Extracted material Start Marker

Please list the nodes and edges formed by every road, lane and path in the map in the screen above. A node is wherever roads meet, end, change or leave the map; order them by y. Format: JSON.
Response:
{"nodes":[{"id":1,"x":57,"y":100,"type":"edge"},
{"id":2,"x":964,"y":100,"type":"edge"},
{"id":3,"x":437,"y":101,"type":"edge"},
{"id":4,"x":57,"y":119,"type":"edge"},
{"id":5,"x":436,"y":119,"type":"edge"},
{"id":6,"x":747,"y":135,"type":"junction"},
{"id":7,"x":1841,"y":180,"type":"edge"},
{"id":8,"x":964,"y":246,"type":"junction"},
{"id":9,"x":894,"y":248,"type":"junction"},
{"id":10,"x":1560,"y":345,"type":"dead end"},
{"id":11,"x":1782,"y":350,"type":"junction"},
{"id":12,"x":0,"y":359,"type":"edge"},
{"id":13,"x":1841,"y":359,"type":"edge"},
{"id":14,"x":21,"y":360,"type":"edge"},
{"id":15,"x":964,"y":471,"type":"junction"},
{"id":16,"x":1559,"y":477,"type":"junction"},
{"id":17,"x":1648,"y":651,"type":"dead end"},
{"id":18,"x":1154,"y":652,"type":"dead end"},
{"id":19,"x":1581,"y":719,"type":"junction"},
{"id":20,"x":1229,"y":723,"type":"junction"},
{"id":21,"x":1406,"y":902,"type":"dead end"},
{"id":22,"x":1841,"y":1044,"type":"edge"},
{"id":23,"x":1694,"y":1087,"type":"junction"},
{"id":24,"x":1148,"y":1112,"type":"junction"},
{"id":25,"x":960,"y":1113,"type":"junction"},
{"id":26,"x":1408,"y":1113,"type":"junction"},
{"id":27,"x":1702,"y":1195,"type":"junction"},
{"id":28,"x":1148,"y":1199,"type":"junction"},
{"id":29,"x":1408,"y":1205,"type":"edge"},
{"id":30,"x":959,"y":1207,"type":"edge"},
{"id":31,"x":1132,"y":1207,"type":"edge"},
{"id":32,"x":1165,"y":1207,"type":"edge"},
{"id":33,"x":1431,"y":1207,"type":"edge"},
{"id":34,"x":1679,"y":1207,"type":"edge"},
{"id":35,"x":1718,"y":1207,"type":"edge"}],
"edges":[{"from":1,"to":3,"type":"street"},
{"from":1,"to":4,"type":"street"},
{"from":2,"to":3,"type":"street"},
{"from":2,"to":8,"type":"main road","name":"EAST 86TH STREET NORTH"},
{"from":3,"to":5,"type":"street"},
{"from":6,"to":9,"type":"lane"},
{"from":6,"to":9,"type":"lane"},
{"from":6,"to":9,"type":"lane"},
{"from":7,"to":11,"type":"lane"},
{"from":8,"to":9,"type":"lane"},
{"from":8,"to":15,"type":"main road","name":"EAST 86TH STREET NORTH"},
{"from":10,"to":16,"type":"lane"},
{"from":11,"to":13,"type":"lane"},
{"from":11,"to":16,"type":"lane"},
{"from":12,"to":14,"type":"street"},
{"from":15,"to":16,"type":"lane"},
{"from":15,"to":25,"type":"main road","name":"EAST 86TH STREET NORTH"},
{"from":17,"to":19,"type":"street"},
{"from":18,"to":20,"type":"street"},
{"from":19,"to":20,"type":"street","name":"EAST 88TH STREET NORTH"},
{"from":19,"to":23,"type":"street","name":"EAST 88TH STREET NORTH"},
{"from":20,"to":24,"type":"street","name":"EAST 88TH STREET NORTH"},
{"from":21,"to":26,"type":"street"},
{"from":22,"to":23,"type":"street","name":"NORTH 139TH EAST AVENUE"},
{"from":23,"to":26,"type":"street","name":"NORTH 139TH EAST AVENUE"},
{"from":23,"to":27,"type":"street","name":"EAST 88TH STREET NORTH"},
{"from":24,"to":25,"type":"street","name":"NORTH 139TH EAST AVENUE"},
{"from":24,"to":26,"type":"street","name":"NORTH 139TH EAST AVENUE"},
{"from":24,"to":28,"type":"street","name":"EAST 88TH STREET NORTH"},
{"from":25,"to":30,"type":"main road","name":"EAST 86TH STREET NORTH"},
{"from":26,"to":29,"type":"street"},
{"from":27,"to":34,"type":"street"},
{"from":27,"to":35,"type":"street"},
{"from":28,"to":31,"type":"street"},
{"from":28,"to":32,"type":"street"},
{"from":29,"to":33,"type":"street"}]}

Extracted material End Marker

▸ The problem: Go through the records above, find every line with the word "nodes", and list those lines.

▸ Result of this exercise:
Please list the nodes and edges formed by every road, lane and path in the map in the screen above. A node is wherever roads meet, end, change or leave the map; order them by y. Format: JSON.
{"nodes":[{"id":1,"x":57,"y":100,"type":"edge"},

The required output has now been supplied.